- Problem requirements: Looking at the listing below, how many lines include "Dornbirner"? Answer with the number only.

- Input for this task:
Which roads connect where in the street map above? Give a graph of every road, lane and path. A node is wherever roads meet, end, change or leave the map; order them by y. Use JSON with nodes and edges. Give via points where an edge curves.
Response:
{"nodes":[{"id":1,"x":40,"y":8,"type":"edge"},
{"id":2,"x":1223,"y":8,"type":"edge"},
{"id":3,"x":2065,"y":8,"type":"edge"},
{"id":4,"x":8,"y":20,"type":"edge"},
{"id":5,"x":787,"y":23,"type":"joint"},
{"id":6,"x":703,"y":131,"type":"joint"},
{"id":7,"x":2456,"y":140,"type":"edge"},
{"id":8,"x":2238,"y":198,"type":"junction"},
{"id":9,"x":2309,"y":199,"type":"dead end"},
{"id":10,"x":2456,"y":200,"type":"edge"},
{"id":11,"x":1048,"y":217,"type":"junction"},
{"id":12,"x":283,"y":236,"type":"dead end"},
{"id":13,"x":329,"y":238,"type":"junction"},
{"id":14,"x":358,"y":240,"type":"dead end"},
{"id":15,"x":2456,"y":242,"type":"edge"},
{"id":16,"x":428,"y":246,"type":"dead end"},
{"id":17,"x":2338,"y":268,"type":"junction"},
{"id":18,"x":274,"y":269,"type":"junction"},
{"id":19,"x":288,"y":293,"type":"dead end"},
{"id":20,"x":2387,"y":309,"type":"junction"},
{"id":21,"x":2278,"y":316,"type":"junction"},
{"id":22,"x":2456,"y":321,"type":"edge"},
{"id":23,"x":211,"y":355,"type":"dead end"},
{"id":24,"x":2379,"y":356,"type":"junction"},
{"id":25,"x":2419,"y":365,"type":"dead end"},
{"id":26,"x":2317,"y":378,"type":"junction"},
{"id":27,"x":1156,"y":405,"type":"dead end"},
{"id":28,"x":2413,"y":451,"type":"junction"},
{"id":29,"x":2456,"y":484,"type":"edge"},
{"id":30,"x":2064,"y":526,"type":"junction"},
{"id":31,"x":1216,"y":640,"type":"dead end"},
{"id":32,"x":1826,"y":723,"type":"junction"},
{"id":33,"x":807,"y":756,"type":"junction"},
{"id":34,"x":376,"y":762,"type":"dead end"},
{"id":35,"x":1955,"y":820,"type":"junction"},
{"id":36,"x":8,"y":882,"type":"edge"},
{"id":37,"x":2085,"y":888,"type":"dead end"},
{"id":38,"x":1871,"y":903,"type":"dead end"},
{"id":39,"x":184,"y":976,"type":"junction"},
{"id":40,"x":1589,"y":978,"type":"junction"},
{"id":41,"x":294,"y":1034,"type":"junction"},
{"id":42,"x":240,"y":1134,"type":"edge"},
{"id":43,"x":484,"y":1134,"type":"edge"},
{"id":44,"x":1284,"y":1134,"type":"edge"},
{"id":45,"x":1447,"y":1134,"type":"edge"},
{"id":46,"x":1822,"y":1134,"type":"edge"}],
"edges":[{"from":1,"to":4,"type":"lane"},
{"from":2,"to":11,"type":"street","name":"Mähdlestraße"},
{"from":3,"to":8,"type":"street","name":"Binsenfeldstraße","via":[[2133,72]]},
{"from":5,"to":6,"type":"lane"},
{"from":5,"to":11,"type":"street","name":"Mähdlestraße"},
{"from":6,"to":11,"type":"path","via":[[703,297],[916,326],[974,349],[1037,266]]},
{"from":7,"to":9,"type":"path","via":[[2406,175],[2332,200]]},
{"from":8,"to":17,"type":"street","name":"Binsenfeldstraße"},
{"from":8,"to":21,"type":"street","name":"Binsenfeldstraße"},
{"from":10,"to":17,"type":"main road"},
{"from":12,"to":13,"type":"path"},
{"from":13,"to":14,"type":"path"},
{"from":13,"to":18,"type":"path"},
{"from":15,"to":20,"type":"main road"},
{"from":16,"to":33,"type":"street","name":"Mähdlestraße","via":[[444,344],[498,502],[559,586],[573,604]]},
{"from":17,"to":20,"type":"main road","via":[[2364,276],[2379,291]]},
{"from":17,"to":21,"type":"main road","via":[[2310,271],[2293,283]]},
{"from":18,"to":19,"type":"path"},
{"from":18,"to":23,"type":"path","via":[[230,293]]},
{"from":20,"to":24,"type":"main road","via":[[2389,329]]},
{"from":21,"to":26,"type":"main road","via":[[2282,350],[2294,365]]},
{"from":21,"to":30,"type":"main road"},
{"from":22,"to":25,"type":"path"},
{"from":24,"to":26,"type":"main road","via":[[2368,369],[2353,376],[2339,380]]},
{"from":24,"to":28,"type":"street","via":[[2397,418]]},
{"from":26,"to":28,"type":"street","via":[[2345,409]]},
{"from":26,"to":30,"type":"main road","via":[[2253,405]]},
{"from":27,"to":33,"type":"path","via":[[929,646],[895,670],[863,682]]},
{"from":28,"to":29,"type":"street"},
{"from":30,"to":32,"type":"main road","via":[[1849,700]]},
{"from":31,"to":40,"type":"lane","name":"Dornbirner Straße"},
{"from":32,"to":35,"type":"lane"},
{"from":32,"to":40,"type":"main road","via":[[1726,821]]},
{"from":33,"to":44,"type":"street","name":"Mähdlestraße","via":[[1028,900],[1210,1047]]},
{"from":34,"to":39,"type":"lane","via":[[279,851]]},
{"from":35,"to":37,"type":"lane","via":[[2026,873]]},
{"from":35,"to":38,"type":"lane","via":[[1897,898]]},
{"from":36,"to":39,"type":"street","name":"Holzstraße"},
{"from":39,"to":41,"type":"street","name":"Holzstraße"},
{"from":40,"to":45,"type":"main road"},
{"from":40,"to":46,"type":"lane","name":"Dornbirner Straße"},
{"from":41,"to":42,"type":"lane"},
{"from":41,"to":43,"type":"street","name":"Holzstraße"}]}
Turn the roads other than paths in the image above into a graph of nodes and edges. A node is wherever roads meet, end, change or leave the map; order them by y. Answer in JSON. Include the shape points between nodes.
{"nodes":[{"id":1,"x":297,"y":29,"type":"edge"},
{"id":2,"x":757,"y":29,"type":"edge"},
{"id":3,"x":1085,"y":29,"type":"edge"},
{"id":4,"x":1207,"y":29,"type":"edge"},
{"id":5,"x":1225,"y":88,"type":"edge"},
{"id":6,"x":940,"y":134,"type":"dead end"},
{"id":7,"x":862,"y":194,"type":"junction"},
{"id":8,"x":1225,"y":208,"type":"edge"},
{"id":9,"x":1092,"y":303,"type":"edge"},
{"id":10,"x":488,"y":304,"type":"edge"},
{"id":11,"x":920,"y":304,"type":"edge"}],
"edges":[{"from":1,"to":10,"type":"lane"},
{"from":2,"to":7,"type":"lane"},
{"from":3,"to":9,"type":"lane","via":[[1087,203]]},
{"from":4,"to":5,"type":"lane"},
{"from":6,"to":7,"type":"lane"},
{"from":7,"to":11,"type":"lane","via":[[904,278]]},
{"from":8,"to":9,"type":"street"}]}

- Expected answer: 2